O jejum intermitente e dietas com restrição calórica até ao final do dia estão na moda. Eu sou muito abordado nesse sentido e, não sei porque razão, alguns acham que eu sou favorável a esses regimes. Nada poderia estar mais longe da verdade e os motivos já estão explicados - interferência com a nossa cronobiologia. O nosso perfil hormonal normal coloca-nos num "estado de fome" durante o dia e saciedade à noite. Por outras palavras, deveríamos ter fome de manhã e menos ao final do dia. Os níveis de leptina são mais elevados à noite e os de cortisol mais baixos. Ora, isto é precisamente o contrário do que se verifica em muitos casos actualmente, e hábitos de refeições nocturnas favorecem isso mesmo. Embora os problemas não sejam notórios no curto prazo, e até possivelmente com bons resultados iniciais a nível da composição corporal, poderemos estar a entrar num caminho para a Síndrome Metabólica, especialmente quando se retorna a um padrão alimentar normal. Não posso deixar de salientar a importância de um pequeno-almoço rico em proteína para a manutenção de uma função adrenal saudável. Infelizmente, este não é um hábito nas sociedades modernas.
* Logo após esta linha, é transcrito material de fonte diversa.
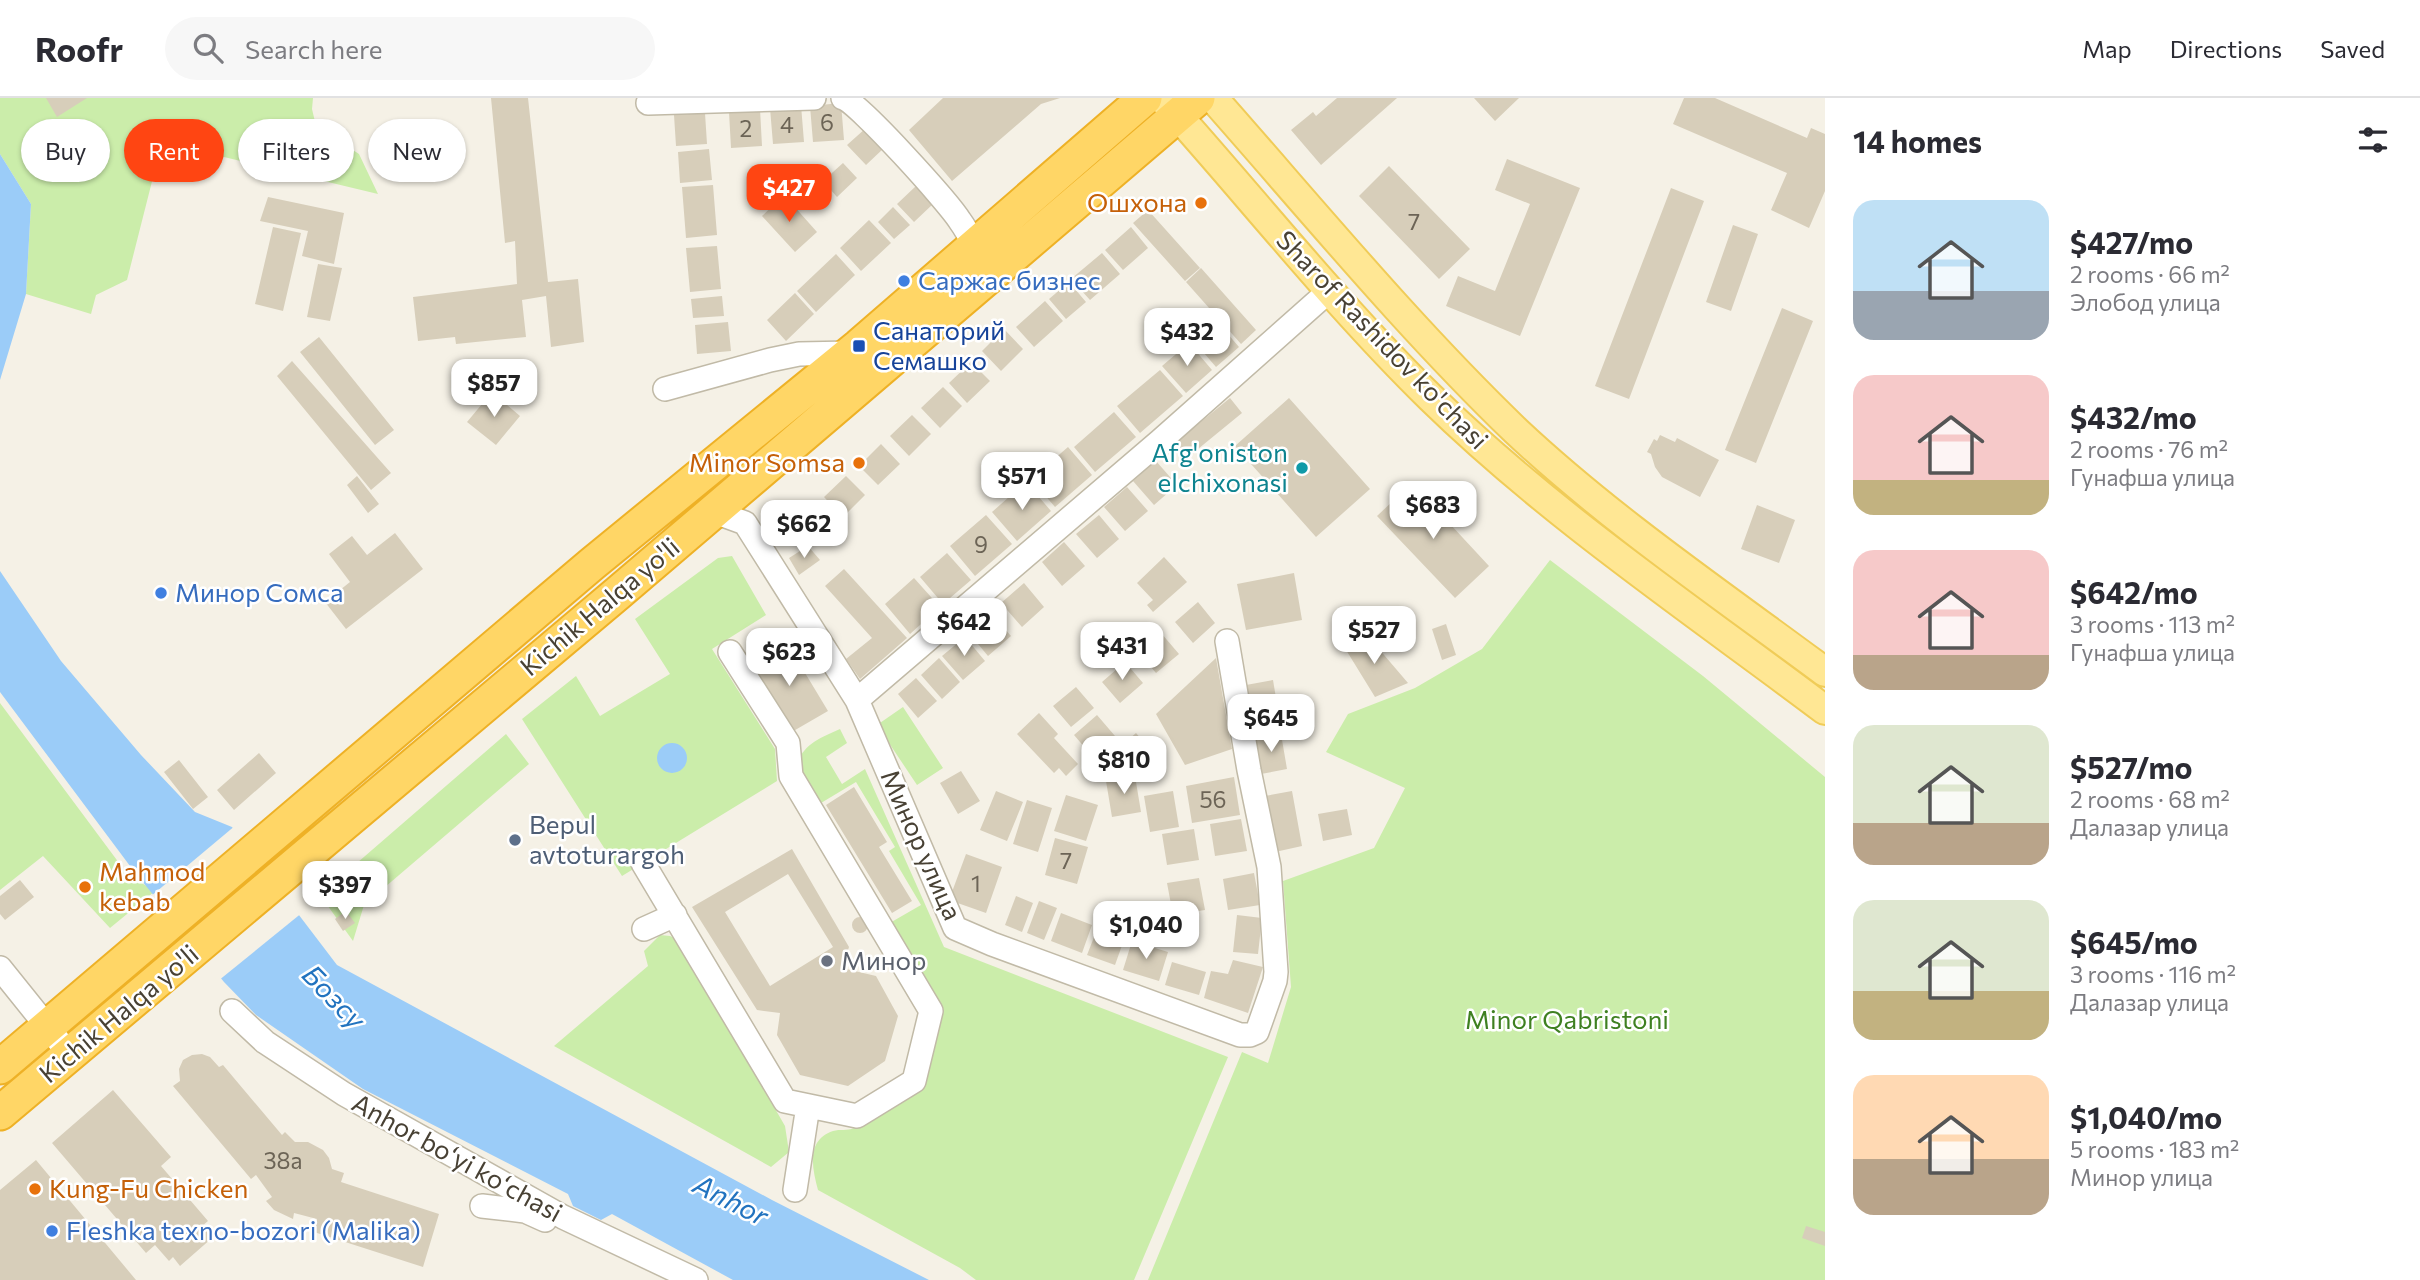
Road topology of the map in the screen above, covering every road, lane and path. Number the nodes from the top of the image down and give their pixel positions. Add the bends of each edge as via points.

O nosso corpo adora rotinas e o ritmo circadiano pode ser "ensinado". Vários trabalhos em animais e no Homem têm mostrado que hábitos de refeições regulares ao longo do dia, à mesma hora, favorecem o metabolismo e reduzem o risco de obesidade. Isto deve-se a um ajuste hormonal e funcional ao evento da refeição, aumentando o dispêndio energético e optimizando os nossos mecanismos homeostáticos que respondem à ingestão de alimentos. Não é só o que comemos que conta. É também quando e como o fazemos. As refeições têm um papel importantíssimo na regulação do nosso ritmo circadiano e "relógio interno", bem como um sono regenerador e regular.
Quando falamos em disfunções metabólicas, como a diabetes e obesidade, o sono e o ritmo circadiano natural são muitas vezes deixados para segundo plano. O foco está sempre na dieta e exercício que, embora tenham um papel muito importante, não são os únicos factores envolvidos. E convenhamos... Em alguns casos nem está aí o problema, ou é bem mais complexo do que isso. Os profissionais de saúde têm sempre tendência a sobrevalorizar os aspectos que controlam e que estão treinamos para intervir - dieta e exercício. É normal que assim seja. Mas normal não significa óptimo, e uma intervenção óptima é global, mesmo que para isso seja necessária uma equipa multidisciplinar com valências nas várias vertentes da saúde.